=== TASK OBJECTIVE ===
Where does "ring" appear in the data? Return each line that holds it.

(Structured pose outputs)
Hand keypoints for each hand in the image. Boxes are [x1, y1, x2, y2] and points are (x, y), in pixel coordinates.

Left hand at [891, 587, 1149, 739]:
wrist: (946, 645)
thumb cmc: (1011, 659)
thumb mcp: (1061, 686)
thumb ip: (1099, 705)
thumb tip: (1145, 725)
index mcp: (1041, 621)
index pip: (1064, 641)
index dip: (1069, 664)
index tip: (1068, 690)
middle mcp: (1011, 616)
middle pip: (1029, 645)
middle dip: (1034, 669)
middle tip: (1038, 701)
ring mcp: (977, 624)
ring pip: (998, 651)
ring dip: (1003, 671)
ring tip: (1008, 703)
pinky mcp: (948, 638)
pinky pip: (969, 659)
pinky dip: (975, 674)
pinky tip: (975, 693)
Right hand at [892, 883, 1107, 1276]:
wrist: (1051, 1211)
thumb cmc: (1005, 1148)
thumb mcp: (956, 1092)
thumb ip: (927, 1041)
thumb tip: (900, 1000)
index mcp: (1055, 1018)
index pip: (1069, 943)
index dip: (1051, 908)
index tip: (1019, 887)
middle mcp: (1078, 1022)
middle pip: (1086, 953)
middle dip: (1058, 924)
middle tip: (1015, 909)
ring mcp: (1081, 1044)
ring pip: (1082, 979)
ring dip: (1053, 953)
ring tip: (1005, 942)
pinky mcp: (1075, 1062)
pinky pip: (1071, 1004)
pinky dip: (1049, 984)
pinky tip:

=== COMPLETED TASK ===
ring mcp: (977, 624)
ring pip: (998, 651)
ring dip: (1003, 671)
ring tip: (1008, 703)
ring mcp: (1081, 1044)
ring pip: (1082, 979)
ring dip: (1053, 953)
ring tip: (1005, 942)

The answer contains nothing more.